NEW YORK – Manhattan prosecutors interested in the cases of former President Donald Trump have reportedly presented grand jury testimony from a Trump Organization official described in documents obtained by the New York Daily News as l ‘man who “took care of the real movement of money”.
Jeff McConney – the senior vice president and comptroller of the Trump Organization – testified before the Manhattan grand jury recently formed by District Attorney Cy Vance, Jr., according to ABC News, who cited two sources with direct knowledge.
The News was unable to confirm that McConney testified.
But his knowledge of the operations of the Trump Organization could be the key to the prosecution of Vance.
In depositions six years ago about the implosion of Trump University, Trump Organization CFO Allen Weisselberg shed light on the extent of McConney’s power and his knowledge of Trump’s finances.
“Jeff McConney has worked with me for a long time, and he knows I’m a picky eater about what I guess you call micromanagement to some extent,” Weisselberg said in the June 2015 deposition obtained by The News.
“But over time, I gave Jeff more leeway to make decisions on his own,” Weisselberg continued, confirming that he had appointed McConney his controller when he was promoted to CFO “in the 90s “.
Weisselberg confirmed that McConney was reliable enough to be copied to an email chain in which Weisselberg sought to confirm that moving Trump University to a “fictitious” address outside the jurisdiction of New York regulators would not involve no actual expense related to a “physical move”. “
When asked who funded Trump University’s payroll, Weisselberg said McConney was the one who would know.
“Jeff McConney dealt with the actual movement of the money,” he said, adding that he suspected that it was either Trump who personally funded the operation or “the DJT entity”.
“Jeff could have taken a shortcut, which he sometimes does, (I’m) not always happy about, and goes straight from Donald to Trump University and bypass the intermediary entity,” Allen said.
He said the Trump Organization’s internal approval process for transferring large sums of money out was for McConney to “prepare a memorandum saying we need to move money,” then Allen or Trump. he himself would approve or deny the request.
“Jeff could transfer money from Donald to another Trump entity. It doesn’t matter, ”Weisselberg said.

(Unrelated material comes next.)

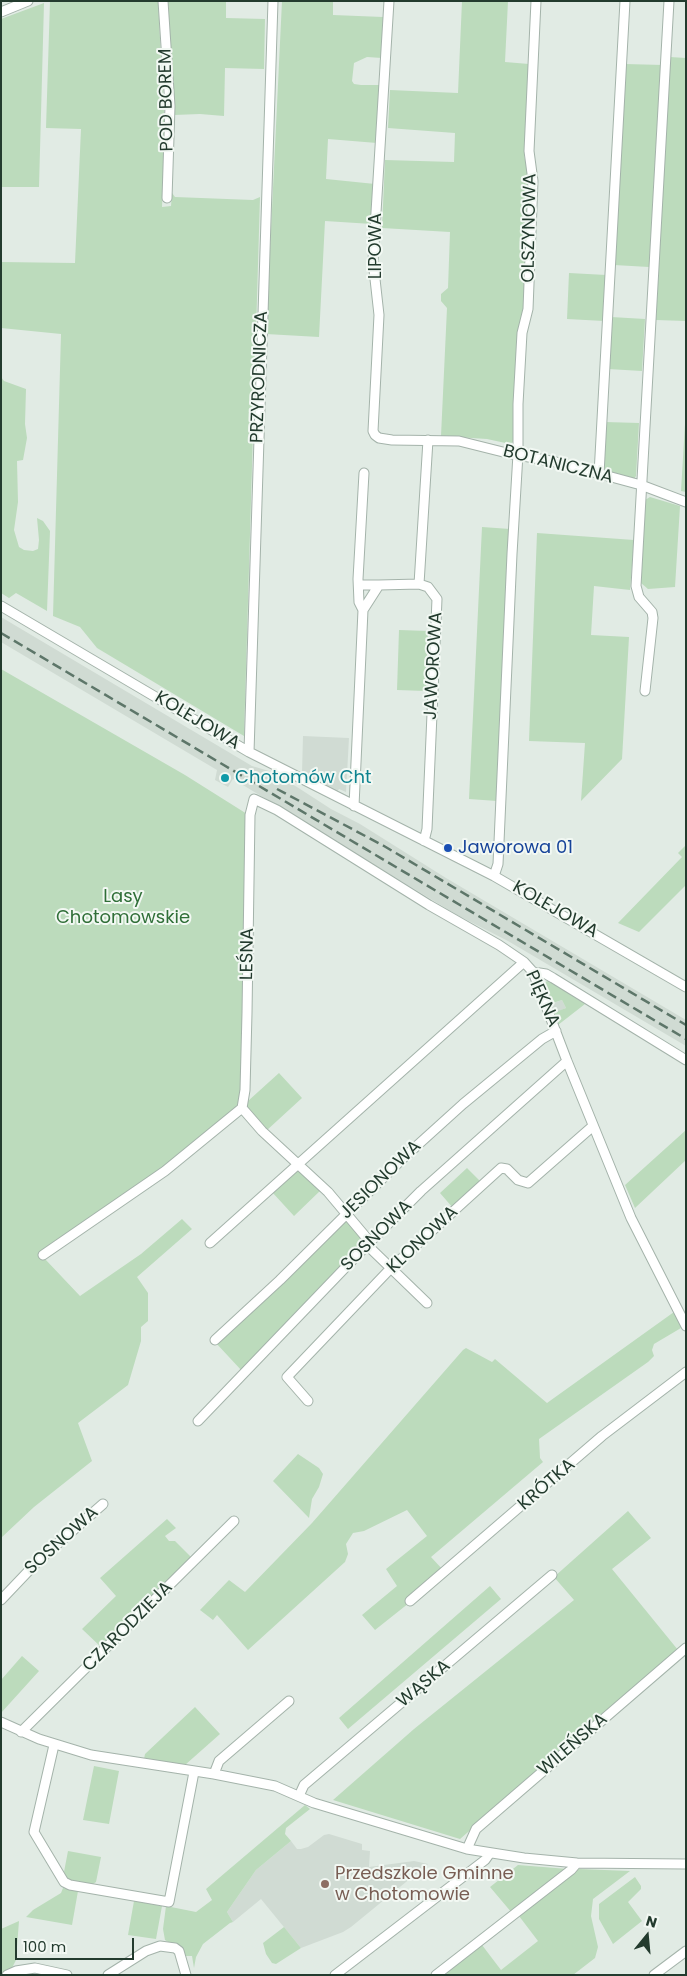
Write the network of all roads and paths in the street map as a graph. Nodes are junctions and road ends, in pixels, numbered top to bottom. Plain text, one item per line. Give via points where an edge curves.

Manhattan DA Vance is working with State Attorney General Letitia James to uncover potential tax, banking, and insurance frauds committed by Trump and key executives at his namesake company prior to his election as President.
McConney is likely to be one of several Trump Organization staff called to the special grand jury to hear evidence as part of the criminal investigation.
In recent months, prosecutors have cited documents related to Weisselberg, a longtime Trump lieutenant. They also searched for documents relating to her son, Barry Weisselberg, who operates the mostly cash Wollman and Lasker rinks in Central Park.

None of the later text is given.